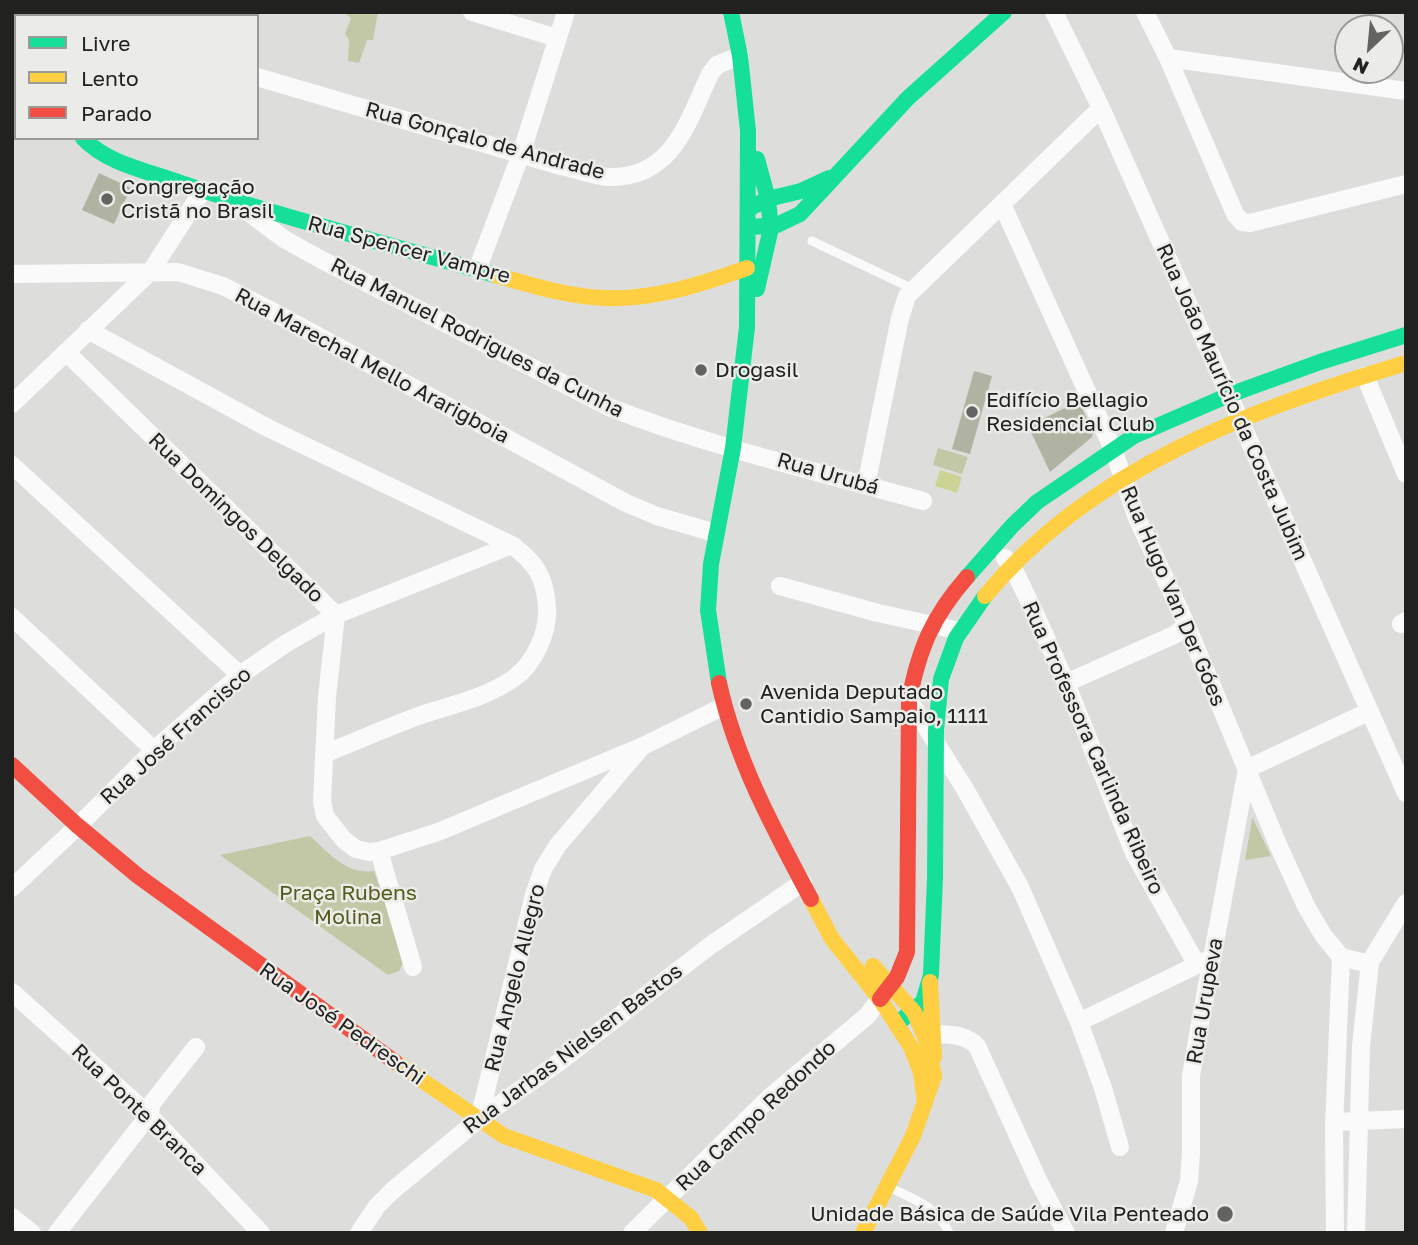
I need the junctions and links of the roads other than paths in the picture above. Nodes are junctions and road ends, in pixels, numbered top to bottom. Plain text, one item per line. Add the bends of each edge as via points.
1 (472, 12) edge
2 (566, 12) edge
3 (732, 12) edge
4 (1004, 12) edge
5 (1055, 12) edge
6 (1145, 12) edge
7 (557, 38) junction
8 (740, 56) junction
9 (1168, 58) junction
10 (259, 78) edge
11 (1406, 91) edge
12 (1101, 108) junction
13 (748, 131) junction
14 (85, 140) edge
15 (522, 154) junction
16 (839, 173) junction
17 (1406, 184) edge
18 (203, 190) junction
19 (768, 199) junction
20 (235, 201) junction
21 (1002, 204) junction
22 (747, 219) junction
23 (771, 228) junction
24 (812, 241) dead end
25 (747, 268) junction
26 (477, 270) junction
27 (151, 271) junction
28 (12, 274) edge
29 (913, 289) junction
30 (747, 327) junction
31 (88, 330) junction
32 (1406, 335) edge
33 (66, 352) junction
34 (1406, 363) edge
35 (1365, 376) junction
36 (1229, 395) junction
37 (12, 404) edge
38 (1240, 420) junction
39 (733, 448) junction
40 (1113, 449) junction
41 (12, 465) edge
42 (1406, 474) edge
43 (1122, 477) junction
44 (866, 485) junction
45 (923, 500) dead end
46 (715, 533) junction
47 (512, 545) junction
48 (995, 545) junction
49 (1012, 566) junction
50 (779, 586) dead end
51 (336, 615) junction
52 (12, 617) edge
53 (932, 626) junction
54 (1187, 626) junction
55 (960, 631) junction
56 (240, 675) junction
57 (1066, 683) junction
58 (909, 700) junction
59 (724, 706) junction
60 (1370, 711) junction
61 (935, 745) junction
62 (643, 746) junction
63 (154, 750) junction
64 (324, 754) junction
65 (12, 765) edge
66 (1247, 769) junction
67 (1406, 793) edge
68 (78, 827) junction
69 (379, 851) junction
70 (805, 885) junction
71 (12, 888) edge
72 (1406, 903) edge
73 (1341, 957) junction
74 (1205, 961) junction
75 (1370, 961) junction
76 (412, 967) dead end
77 (930, 978) junction
78 (12, 992) edge
79 (886, 993) junction
80 (914, 1012) junction
81 (1079, 1022) junction
82 (897, 1023) junction
83 (935, 1034) junction
84 (196, 1047) dead end
85 (934, 1076) junction
86 (925, 1102) junction
87 (149, 1115) junction
88 (479, 1119) junction
89 (1406, 1119) edge
90 (1334, 1122) junction
91 (1360, 1122) junction
92 (1120, 1147) dead end
93 (887, 1186) junction
94 (668, 1198) junction
95 (12, 1216) edge
96 (32, 1233) edge
97 (57, 1233) edge
98 (261, 1233) edge
99 (359, 1233) edge
100 (632, 1233) edge
101 (700, 1233) edge
102 (863, 1233) edge
103 (949, 1233) edge
104 (1066, 1233) edge
105 (1174, 1233) edge
106 (1335, 1233) edge
107 (1356, 1233) edge

1 - 7 street
2 - 7 street
3 - 8 main road
4 - 16 main road via 908,98
5 - 12 street, Rua João Maurício da Costa Jubim
6 - 9 street
7 - 15 street
8 - 13 main road
8 - 15 street, Rua Gonçalo de Andrade via 717,65 709,74 681,136 667,154 633,175 607,177
9 - 11 street
9 - 17 street via 1242,222
10 - 15 street, Rua Gonçalo de Andrade
12 - 21 street
12 - 36 street, Rua João Maurício da Costa Jubim
13 - 19 main road
13 - 22 main road
14 - 18 main road, Rua Spencer Vampre via 112,158
15 - 26 street
16 - 19 main road via 801,191
16 - 23 main road via 800,214
18 - 20 main road, Rua Spencer Vampre
18 - 27 street
19 - 22 main road
19 - 23 main road
20 - 26 main road, Rua Spencer Vampre
20 - 39 street, Rua Manuel Rodrigues da Cunha via 284,239 572,390 643,420
21 - 29 street
21 - 40 street, Rua Hugo Van Der Góes
22 - 23 main road
22 - 25 main road
23 - 30 main road
24 - 29 lane
25 - 26 main road, Rua Spencer Vampre via 671,290 622,298 563,292
25 - 30 main road
27 - 28 street, Rua Marechal Mello Ararigboia
27 - 31 street
27 - 46 street, Rua Marechal Mello Ararigboia via 178,272 223,286 626,503
29 - 44 street via 902,306
30 - 39 main road
31 - 33 street
31 - 47 street via 268,428
32 - 36 main road
33 - 37 street
33 - 51 street, Rua Domingos Delgado
34 - 35 main road
35 - 38 main road
35 - 42 street
36 - 38 street, Rua João Maurício da Costa Jubim
36 - 40 main road
38 - 43 main road
38 - 60 street, Rua João Maurício da Costa Jubim
39 - 44 street, Rua Urubá
39 - 46 main road
40 - 43 street, Rua Hugo Van Der Góes
40 - 48 main road via 1037,502
41 - 56 street
43 - 49 main road via 1053,526
43 - 54 street, Rua Hugo Van Der Góes
44 - 45 street, Rua Urubá
46 - 59 main road via 708,610
47 - 51 street, Rua José Francisco
47 - 64 street via 537,567 546,595 545,629 528,665 489,692
48 - 49 street, Rua Professora Carlinda Ribeiro
48 - 53 main road via 954,592
49 - 55 main road
49 - 57 street, Rua Professora Carlinda Ribeiro
50 - 53 street
51 - 56 street, Rua José Francisco
51 - 64 street, Rua Domingos Delgado
52 - 63 street
53 - 55 street
53 - 58 main road via 917,659
54 - 57 street
54 - 66 street, Rua Hugo Van Der Góes
55 - 61 main road via 944,665
56 - 63 street, Rua José Francisco
57 - 74 street, Rua Professora Carlinda Ribeiro via 1134,853
58 - 61 street
58 - 79 main road via 907,951
59 - 62 street
59 - 70 main road via 751,782
60 - 66 street
60 - 67 street, Rua João Maurício da Costa Jubim
61 - 77 main road
61 - 81 street via 1005,858
62 - 69 street via 438,832
62 - 88 street, Rua Angelo Allegro via 558,845 543,869
63 - 68 street, Rua José Francisco
64 - 69 street, Rua Domingos Delgado via 321,784 326,816 356,849
65 - 68 main road, Rua José Pedreschi
66 - 73 street, Rua Hugo Van Der Góes via 1306,906
66 - 74 street, Rua Urupeva
68 - 71 street, Rua José Francisco
68 - 88 main road, Rua José Pedreschi via 232,946
69 - 76 street
70 - 79 main road via 832,939 865,983
70 - 88 street, Rua Jarbas Nielsen Bastos via 711,945
72 - 75 street
73 - 75 street
73 - 90 street
74 - 81 street
74 - 105 street, Rua Urupeva via 1191,1076 1189,1181
75 - 91 street via 1361,1046
77 - 80 main road via 925,997
77 - 83 main road
78 - 87 street, Rua Ponte Branca
79 - 80 main road
79 - 82 main road
79 - 94 street, Rua Campo Redondo via 867,1016 770,1097
80 - 82 main road
80 - 85 main road
81 - 92 street
82 - 86 main road via 916,1058
83 - 85 main road
83 - 104 street via 962,1036 977,1046
84 - 87 street via 152,1103
85 - 86 main road
86 - 93 main road
87 - 97 street
87 - 98 street, Rua Ponte Branca
88 - 94 main road, Rua José Pedreschi via 504,1136
88 - 99 street, Rua Jarbas Nielsen Bastos via 392,1191
89 - 91 street
90 - 91 street
90 - 106 street
91 - 107 street
93 - 102 main road
93 - 103 lane via 933,1210
94 - 100 street, Rua Campo Redondo
94 - 101 main road, Rua José Pedreschi
95 - 96 street

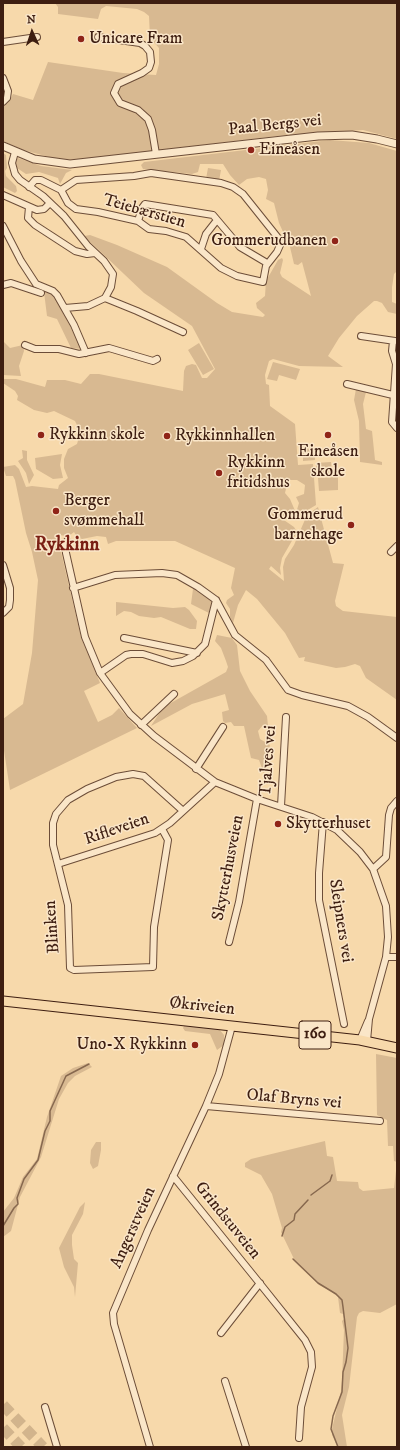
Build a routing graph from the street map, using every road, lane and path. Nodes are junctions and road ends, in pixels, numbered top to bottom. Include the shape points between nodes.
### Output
1 (37, 37) dead end
2 (98, 37) dead end
3 (3, 42) edge
4 (3, 78) edge
5 (3, 102) edge
6 (397, 144) edge
7 (3, 146) edge
8 (15, 152) junction
9 (156, 154) junction
10 (29, 187) junction
11 (61, 190) junction
12 (3, 195) edge
13 (50, 203) junction
14 (29, 207) junction
15 (217, 220) junction
16 (138, 221) junction
17 (3, 226) edge
18 (201, 249) junction
19 (95, 253) junction
20 (267, 263) junction
21 (36, 284) junction
22 (3, 285) edge
23 (27, 288) junction
24 (41, 293) dead end
25 (105, 298) junction
26 (65, 308) junction
27 (183, 332) dead end
28 (361, 336) dead end
29 (395, 341) edge
30 (25, 345) dead end
31 (86, 352) junction
32 (157, 359) dead end
33 (396, 364) edge
34 (347, 384) dead end
35 (396, 396) edge
36 (397, 428) edge
37 (67, 541) dead end
38 (397, 546) edge
39 (391, 552) dead end
40 (3, 565) edge
41 (73, 588) junction
42 (216, 600) junction
43 (3, 614) edge
44 (124, 638) dead end
45 (196, 653) junction
46 (100, 673) junction
47 (174, 694) dead end
48 (286, 717) dead end
49 (140, 725) junction
50 (223, 727) dead end
51 (397, 738) edge
52 (196, 769) junction
53 (215, 782) junction
54 (257, 799) junction
55 (397, 800) edge
56 (280, 806) junction
57 (182, 810) junction
58 (323, 822) junction
59 (162, 829) junction
60 (58, 864) junction
61 (373, 869) junction
62 (229, 942) dead end
63 (386, 956) junction
64 (397, 957) edge
65 (3, 1001) edge
66 (344, 1024) dead end
67 (232, 1026) junction
68 (363, 1041) junction
69 (397, 1048) edge
70 (206, 1106) junction
71 (380, 1121) dead end
72 (172, 1176) junction
73 (260, 1283) junction
74 (221, 1333) dead end
75 (225, 1381) dead end
76 (45, 1407) dead end
77 (299, 1438) dead end
78 (57, 1447) edge
79 (150, 1447) edge
80 (246, 1447) edge

1 - 3 street
2 - 9 street via 140,43 150,52 151,62 148,68 142,74 118,84 114,93 118,101 138,110 148,119
4 - 5 street via 8,91
6 - 9 street, Paal Bergs vei via 364,137 334,135
7 - 8 street, Paal Bergs vei
8 - 9 street, Paal Bergs vei via 44,162 70,164
8 - 10 street via 12,168 20,180
10 - 11 street via 35,180 41,180
10 - 13 street
11 - 16 street, Teiebærstien via 68,203 76,209
11 - 20 street via 76,180 151,173 181,176 233,187 248,200 280,239 280,246
12 - 14 street
13 - 14 street via 47,208 40,210
13 - 19 street
14 - 19 street via 28,218 35,225 75,251
15 - 16 street via 213,215 150,204 143,205
15 - 18 street via 206,234
15 - 20 street via 240,247
16 - 18 street, Teiebærstien via 149,229 186,237
17 - 21 street via 20,260
18 - 20 street, Teiebærstien via 221,268 237,276 263,282
19 - 25 street via 113,274 111,287
21 - 23 street
21 - 26 street via 53,291
22 - 23 street via 11,283
23 - 24 street
25 - 26 street via 88,306
25 - 27 street
26 - 31 street
28 - 29 street
29 - 33 street via 392,351
30 - 31 street via 35,349 59,349 79,354
31 - 32 street via 109,348 153,361
33 - 35 street
34 - 35 street
35 - 36 street via 392,422
37 - 41 street via 65,546
38 - 39 street
40 - 43 street via 10,588 10,600 9,607
41 - 42 street via 115,575 162,573 183,578
41 - 46 street via 82,627
42 - 45 street via 205,644
42 - 51 street via 235,635 266,660 288,690 348,706 368,716
44 - 45 street
45 - 46 street via 177,663 143,654 126,655
46 - 49 street
47 - 49 street
48 - 56 street, Tjalves vei
49 - 52 street
50 - 52 street
52 - 53 street
53 - 54 street
53 - 57 street, Rifleveien
54 - 56 street
54 - 62 street, Skytterhusveien
55 - 61 street via 389,816 386,857
56 - 58 street
57 - 59 street, Rifleveien
57 - 60 street, Blinken via 144,776 124,775 87,789 68,800 56,814 52,837
58 - 61 street via 348,839
58 - 66 street, Sleipners vei via 319,900
59 - 60 street, Rifleveien
59 - 60 street, Blinken via 168,840 154,927 153,967 74,970 70,968 68,904
61 - 63 street via 383,893 387,913
63 - 64 street
63 - 68 street
65 - 67 main road, Økriveien / 160
67 - 68 main road, Økriveien / 160
67 - 70 street, Angerstveien via 219,1074
68 - 69 main road, Økriveien / 160
70 - 71 street, Olaf Bryns vei
70 - 72 street, Angerstveien
72 - 73 street, Grindstuveien
72 - 79 street, Angerstveien via 113,1313
73 - 74 street, Grindstuveien
73 - 77 street, Grindstuveien via 311,1352 312,1367 301,1407
75 - 80 street
76 - 78 street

### EXERCISE OBJECTIVE
Within the entries, find all lines holding "Andrade" and copy each one.

### SOLUTION TO THE EXERCISE
8 - 15 street, Rua Gonçalo de Andrade via 717,65 709,74 681,136 667,154 633,175 607,177
10 - 15 street, Rua Gonçalo de Andrade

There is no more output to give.